May you consider your own sweet Reaper’s Harvest, whatever your chronological age or life circumstances.
May you the find answers that give you clarity and peace.
May you express love and be of service.
Thank you so much for this Joanna. I needed to be reminded to observe Lammas–possibly by writing about what I am harvesting–or have harvested, possibly by working with my sweetheart in his garden, partly by taking my sweet Birdie girl for a walk in the woods. Yes, those essential questions. I am away from my Tarot decks right now, but when I go home tomorrow, I will consult them. Yes, how much time do I have? My middle sister and my husband of 30 years both died in the same year at age 59. As I continue to miss them, I also feel incredibly blessed to be almost exactly midway through my 71st year. I believe I have much more to explore, much more to harvest, and hope to make the absolute most of the time I have left on this planet. Thank you for being one who helps so many of us to consider these crucial questions.
Thank you, dear Judith. I resonate with all you say. So glad to be walking the Wheel with you, always. So grateful you are still expressing your gifts of love and poetry. Blessings!

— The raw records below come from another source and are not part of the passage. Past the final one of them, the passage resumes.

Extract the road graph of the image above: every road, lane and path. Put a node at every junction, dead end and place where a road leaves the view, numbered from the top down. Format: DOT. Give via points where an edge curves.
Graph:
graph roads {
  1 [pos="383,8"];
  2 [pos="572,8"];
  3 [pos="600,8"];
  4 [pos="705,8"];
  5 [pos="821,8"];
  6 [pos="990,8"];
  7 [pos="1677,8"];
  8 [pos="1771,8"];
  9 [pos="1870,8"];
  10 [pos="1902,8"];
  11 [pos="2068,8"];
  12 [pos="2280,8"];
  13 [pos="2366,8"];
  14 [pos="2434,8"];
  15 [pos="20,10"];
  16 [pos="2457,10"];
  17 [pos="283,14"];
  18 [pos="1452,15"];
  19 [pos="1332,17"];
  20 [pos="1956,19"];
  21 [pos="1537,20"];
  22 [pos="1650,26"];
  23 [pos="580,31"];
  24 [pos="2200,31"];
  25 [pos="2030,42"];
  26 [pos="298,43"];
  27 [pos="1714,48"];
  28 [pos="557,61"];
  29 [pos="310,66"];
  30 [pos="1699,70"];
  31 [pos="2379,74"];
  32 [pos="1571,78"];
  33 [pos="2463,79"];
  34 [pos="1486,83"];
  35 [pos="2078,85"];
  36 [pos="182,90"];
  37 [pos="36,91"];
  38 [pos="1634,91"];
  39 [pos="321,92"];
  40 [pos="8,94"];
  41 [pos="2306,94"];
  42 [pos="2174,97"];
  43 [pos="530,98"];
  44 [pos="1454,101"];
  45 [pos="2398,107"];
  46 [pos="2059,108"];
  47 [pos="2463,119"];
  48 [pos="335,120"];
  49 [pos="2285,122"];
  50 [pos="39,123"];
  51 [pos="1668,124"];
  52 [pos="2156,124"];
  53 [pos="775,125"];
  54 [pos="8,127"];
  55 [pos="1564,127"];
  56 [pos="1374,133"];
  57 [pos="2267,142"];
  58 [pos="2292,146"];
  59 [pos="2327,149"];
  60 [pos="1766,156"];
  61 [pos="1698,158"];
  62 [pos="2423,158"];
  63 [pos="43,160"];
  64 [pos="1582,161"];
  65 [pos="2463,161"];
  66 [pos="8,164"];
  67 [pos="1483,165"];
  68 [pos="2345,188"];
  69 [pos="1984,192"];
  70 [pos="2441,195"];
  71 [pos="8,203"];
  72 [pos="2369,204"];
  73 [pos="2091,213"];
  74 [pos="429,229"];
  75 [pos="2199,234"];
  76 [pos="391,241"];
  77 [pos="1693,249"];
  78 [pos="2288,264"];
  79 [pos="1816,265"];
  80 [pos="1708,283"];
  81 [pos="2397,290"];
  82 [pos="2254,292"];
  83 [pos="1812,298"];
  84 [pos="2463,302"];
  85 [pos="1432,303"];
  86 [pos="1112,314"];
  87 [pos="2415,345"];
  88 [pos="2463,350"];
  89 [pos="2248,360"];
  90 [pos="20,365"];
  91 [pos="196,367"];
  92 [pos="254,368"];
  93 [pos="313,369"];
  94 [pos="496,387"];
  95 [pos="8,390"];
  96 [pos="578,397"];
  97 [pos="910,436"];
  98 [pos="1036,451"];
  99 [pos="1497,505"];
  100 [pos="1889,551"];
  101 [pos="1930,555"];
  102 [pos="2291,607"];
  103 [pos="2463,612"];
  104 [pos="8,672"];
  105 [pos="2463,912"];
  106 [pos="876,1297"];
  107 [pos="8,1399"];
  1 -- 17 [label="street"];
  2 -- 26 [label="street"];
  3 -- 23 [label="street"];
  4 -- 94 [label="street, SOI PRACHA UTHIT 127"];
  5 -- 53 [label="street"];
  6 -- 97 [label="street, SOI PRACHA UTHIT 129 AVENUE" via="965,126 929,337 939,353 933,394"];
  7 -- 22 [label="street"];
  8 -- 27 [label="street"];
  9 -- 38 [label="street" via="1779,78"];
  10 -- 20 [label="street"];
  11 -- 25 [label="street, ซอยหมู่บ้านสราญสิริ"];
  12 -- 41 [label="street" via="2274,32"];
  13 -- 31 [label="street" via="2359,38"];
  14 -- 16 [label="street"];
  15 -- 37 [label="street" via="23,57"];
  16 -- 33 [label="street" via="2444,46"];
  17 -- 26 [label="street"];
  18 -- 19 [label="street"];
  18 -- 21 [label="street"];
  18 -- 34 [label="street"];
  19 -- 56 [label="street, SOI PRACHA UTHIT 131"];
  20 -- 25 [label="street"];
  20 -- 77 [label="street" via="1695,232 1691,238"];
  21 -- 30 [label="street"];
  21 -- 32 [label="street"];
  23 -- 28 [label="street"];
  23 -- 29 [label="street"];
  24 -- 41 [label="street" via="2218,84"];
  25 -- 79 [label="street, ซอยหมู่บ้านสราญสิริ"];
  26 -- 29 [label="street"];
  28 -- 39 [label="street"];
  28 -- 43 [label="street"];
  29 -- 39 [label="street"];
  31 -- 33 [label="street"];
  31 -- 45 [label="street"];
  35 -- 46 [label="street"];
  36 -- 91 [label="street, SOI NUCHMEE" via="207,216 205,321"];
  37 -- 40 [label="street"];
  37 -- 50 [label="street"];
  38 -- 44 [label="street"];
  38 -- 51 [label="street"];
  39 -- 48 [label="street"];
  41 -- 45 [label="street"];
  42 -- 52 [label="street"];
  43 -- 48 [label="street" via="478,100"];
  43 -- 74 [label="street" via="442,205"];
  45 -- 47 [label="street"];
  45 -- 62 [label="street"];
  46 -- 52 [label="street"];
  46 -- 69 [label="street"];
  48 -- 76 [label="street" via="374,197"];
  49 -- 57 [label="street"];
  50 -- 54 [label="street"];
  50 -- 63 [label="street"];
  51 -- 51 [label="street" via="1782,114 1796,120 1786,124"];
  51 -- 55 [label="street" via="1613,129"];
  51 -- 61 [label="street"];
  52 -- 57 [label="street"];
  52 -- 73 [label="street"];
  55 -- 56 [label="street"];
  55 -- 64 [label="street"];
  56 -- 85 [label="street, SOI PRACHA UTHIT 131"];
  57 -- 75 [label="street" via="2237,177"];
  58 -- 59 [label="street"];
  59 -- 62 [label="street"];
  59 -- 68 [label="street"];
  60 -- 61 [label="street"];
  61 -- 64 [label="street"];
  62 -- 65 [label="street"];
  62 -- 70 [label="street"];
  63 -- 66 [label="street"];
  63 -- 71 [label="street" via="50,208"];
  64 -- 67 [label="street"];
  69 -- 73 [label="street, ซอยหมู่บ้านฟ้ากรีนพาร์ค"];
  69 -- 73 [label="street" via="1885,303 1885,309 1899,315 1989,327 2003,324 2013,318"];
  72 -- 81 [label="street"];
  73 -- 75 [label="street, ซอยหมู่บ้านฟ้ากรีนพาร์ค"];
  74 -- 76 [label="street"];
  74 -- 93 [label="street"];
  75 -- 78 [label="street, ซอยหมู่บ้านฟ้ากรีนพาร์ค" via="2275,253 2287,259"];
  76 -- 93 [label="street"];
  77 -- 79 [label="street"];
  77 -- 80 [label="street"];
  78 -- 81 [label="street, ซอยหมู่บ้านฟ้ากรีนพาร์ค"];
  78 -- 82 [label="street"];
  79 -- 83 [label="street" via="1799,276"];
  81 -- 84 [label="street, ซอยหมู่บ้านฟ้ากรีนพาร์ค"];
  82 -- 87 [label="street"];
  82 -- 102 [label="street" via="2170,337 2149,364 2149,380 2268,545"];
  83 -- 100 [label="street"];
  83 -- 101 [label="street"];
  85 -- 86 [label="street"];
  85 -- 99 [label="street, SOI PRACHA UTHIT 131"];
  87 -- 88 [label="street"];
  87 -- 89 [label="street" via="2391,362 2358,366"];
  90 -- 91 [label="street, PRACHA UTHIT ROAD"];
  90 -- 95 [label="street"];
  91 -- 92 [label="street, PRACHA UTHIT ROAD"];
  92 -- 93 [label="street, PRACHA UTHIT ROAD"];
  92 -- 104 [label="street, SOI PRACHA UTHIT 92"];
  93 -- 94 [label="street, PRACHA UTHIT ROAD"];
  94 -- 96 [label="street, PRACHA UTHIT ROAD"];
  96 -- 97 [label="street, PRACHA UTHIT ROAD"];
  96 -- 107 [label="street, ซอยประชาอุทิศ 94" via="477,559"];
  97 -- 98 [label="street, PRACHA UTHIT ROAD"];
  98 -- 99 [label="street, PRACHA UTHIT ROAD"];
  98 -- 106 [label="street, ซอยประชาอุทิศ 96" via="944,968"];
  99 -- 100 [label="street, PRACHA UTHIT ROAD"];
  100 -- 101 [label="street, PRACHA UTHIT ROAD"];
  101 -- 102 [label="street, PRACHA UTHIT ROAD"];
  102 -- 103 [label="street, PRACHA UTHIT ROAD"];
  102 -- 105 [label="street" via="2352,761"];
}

Thank you, dear Joanna. Sending blessings right back to you!
Thank you!
Having a father and grandmother who passed at 94, a grandfather who passed at 98 and a mother who passed in her 60s… I’m reminded that my life could go very long, or not. I’m reaching a place at 54 where I find myself craving the simple. Being around loving friends, holding love close while letting it breathe… trying to put my health first even though it’s so hard to take care of myself… this essay reminded me to breathe. Much love your way. Xoxo
Yes, that’s the tricky part, isn’t it, MaryKate. Having longevity in our genes doesn’t prevent us from getting hit by a drunk driver or any number of tragedies. I love your phrase “holding love close while letting it breathe” 😊. Looking forward to seeing you soon at Aldermarsh.